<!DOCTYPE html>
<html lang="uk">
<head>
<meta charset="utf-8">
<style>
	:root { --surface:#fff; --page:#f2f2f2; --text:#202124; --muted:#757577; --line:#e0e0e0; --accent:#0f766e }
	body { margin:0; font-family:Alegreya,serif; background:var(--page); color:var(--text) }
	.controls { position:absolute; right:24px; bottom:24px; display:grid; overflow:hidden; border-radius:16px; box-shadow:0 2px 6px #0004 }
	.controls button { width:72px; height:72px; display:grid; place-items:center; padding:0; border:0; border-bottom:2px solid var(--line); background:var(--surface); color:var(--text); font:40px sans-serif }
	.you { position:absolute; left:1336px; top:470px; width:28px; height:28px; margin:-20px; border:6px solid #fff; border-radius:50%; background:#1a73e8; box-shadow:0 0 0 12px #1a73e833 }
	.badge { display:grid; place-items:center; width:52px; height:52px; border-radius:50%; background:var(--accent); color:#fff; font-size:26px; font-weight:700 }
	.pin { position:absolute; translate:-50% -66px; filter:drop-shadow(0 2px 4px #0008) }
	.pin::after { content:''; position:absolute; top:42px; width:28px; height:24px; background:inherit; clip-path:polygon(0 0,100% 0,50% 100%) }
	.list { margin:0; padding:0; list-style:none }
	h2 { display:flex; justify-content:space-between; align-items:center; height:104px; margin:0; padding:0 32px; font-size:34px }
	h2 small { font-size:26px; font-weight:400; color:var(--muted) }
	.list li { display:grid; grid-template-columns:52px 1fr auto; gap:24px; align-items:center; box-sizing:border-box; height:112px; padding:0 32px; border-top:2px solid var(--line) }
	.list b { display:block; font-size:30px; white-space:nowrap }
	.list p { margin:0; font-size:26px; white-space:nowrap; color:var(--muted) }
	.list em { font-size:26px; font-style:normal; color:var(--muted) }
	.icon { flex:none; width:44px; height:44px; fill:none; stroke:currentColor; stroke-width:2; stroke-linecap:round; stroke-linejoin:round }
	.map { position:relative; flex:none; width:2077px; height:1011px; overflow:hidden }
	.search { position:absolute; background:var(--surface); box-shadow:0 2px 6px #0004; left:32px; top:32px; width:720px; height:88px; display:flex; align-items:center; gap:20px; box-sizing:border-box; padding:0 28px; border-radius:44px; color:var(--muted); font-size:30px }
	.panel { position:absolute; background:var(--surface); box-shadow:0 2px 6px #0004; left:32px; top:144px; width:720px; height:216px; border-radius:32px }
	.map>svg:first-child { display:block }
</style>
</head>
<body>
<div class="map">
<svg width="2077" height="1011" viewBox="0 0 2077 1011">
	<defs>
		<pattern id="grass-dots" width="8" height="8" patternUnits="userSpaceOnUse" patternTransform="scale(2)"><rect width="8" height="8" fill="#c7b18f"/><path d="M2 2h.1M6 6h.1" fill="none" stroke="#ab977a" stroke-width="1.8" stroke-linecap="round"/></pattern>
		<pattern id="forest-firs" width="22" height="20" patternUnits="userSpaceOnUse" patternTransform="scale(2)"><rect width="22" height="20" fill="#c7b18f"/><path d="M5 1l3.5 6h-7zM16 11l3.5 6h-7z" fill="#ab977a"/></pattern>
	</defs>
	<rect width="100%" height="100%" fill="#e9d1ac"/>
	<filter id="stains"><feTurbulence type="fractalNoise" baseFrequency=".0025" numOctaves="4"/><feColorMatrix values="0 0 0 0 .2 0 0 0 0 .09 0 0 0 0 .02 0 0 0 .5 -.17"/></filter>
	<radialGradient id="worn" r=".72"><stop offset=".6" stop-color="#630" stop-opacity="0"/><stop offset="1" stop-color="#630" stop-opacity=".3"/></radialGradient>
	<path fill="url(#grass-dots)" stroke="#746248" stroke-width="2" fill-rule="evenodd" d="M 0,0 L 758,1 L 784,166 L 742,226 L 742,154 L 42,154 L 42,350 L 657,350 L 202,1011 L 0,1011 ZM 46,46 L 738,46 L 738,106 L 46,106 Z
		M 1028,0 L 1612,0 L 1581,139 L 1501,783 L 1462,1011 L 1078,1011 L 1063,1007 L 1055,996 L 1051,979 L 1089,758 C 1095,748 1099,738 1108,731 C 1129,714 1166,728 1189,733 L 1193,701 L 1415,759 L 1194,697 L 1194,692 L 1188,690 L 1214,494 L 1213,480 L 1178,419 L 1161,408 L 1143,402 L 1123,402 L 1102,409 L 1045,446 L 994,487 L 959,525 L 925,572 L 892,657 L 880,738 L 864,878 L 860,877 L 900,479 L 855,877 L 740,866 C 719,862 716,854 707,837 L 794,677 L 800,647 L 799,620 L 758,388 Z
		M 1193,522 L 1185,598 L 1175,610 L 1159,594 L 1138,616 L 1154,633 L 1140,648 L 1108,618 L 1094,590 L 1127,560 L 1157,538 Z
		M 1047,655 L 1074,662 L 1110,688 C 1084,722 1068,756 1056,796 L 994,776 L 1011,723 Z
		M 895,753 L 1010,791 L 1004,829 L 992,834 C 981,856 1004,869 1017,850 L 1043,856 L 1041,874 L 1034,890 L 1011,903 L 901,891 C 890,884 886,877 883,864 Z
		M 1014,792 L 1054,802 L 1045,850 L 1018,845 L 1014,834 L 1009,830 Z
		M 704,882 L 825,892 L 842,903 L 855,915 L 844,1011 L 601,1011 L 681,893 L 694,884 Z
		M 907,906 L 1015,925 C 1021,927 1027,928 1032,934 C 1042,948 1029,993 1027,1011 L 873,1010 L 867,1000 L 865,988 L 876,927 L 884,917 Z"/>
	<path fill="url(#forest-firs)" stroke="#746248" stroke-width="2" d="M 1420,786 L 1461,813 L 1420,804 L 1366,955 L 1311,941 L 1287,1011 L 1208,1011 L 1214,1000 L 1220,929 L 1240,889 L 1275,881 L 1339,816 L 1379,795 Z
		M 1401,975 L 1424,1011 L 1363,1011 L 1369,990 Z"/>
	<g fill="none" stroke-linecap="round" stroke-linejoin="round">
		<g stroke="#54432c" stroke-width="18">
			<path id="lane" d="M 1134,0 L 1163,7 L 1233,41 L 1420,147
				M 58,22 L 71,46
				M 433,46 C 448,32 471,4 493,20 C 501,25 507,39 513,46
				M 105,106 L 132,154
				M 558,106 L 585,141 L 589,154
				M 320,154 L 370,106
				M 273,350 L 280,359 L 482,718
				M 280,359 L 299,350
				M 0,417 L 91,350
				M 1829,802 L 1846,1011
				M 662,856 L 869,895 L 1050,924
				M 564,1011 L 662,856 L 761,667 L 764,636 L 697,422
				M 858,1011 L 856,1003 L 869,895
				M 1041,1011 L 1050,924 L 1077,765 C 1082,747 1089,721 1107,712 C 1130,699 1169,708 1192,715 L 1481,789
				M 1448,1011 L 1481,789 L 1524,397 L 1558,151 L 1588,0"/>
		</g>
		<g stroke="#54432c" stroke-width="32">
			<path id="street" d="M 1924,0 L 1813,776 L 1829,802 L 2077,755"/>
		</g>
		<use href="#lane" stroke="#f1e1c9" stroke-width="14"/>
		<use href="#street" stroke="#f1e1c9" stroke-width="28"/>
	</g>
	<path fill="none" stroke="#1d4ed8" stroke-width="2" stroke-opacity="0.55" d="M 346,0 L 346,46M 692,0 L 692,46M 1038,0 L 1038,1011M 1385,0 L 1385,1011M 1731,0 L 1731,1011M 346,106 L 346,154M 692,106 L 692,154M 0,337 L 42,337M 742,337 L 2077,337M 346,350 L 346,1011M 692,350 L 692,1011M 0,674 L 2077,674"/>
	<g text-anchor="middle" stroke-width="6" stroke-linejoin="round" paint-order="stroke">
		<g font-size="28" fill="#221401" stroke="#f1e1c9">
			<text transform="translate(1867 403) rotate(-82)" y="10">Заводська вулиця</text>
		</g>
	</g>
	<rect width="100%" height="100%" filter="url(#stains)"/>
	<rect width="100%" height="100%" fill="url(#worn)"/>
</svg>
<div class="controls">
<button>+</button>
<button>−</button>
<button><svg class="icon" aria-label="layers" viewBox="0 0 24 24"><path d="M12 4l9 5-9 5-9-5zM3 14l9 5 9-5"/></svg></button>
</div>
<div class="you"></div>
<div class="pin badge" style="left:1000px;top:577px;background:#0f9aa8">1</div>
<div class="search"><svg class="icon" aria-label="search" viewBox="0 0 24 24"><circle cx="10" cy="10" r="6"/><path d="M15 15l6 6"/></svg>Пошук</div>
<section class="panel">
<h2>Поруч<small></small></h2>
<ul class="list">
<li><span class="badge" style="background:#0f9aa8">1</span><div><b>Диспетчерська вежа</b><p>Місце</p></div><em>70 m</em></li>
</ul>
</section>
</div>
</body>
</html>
◇ ◇ ◇ ◇ ◇
All lines in the data above from the one with "M 1401,975 L" through the one with "<button>+</button>" must be repeated exactly, and no others.

		M 1401,975 L 1424,1011 L 1363,1011 L 1369,990 Z"/>
	<g fill="none" stroke-linecap="round" stroke-linejoin="round">
		<g stroke="#54432c" stroke-width="18">
			<path id="lane" d="M 1134,0 L 1163,7 L 1233,41 L 1420,147
				M 58,22 L 71,46
				M 433,46 C 448,32 471,4 493,20 C 501,25 507,39 513,46
				M 105,106 L 132,154
				M 558,106 L 585,141 L 589,154
				M 320,154 L 370,106
				M 273,350 L 280,359 L 482,718
				M 280,359 L 299,350
				M 0,417 L 91,350
				M 1829,802 L 1846,1011
				M 662,856 L 869,895 L 1050,924
				M 564,1011 L 662,856 L 761,667 L 764,636 L 697,422
				M 858,1011 L 856,1003 L 869,895
				M 1041,1011 L 1050,924 L 1077,765 C 1082,747 1089,721 1107,712 C 1130,699 1169,708 1192,715 L 1481,789
				M 1448,1011 L 1481,789 L 1524,397 L 1558,151 L 1588,0"/>
		</g>
		<g stroke="#54432c" stroke-width="32">
			<path id="street" d="M 1924,0 L 1813,776 L 1829,802 L 2077,755"/>
		</g>
		<use href="#lane" stroke="#f1e1c9" stroke-width="14"/>
		<use href="#street" stroke="#f1e1c9" stroke-width="28"/>
	</g>
	<path fill="none" stroke="#1d4ed8" stroke-width="2" stroke-opacity="0.55" d="M 346,0 L 346,46M 692,0 L 692,46M 1038,0 L 1038,1011M 1385,0 L 1385,1011M 1731,0 L 1731,1011M 346,106 L 346,154M 692,106 L 692,154M 0,337 L 42,337M 742,337 L 2077,337M 346,350 L 346,1011M 692,350 L 692,1011M 0,674 L 2077,674"/>
	<g text-anchor="middle" stroke-width="6" stroke-linejoin="round" paint-order="stroke">
		<g font-size="28" fill="#221401" stroke="#f1e1c9">
			<text transform="translate(1867 403) rotate(-82)" y="10">Заводська вулиця</text>
		</g>
	</g>
	<rect width="100%" height="100%" filter="url(#stains)"/>
	<rect width="100%" height="100%" fill="url(#worn)"/>
</svg>
<div class="controls">
<button>+</button>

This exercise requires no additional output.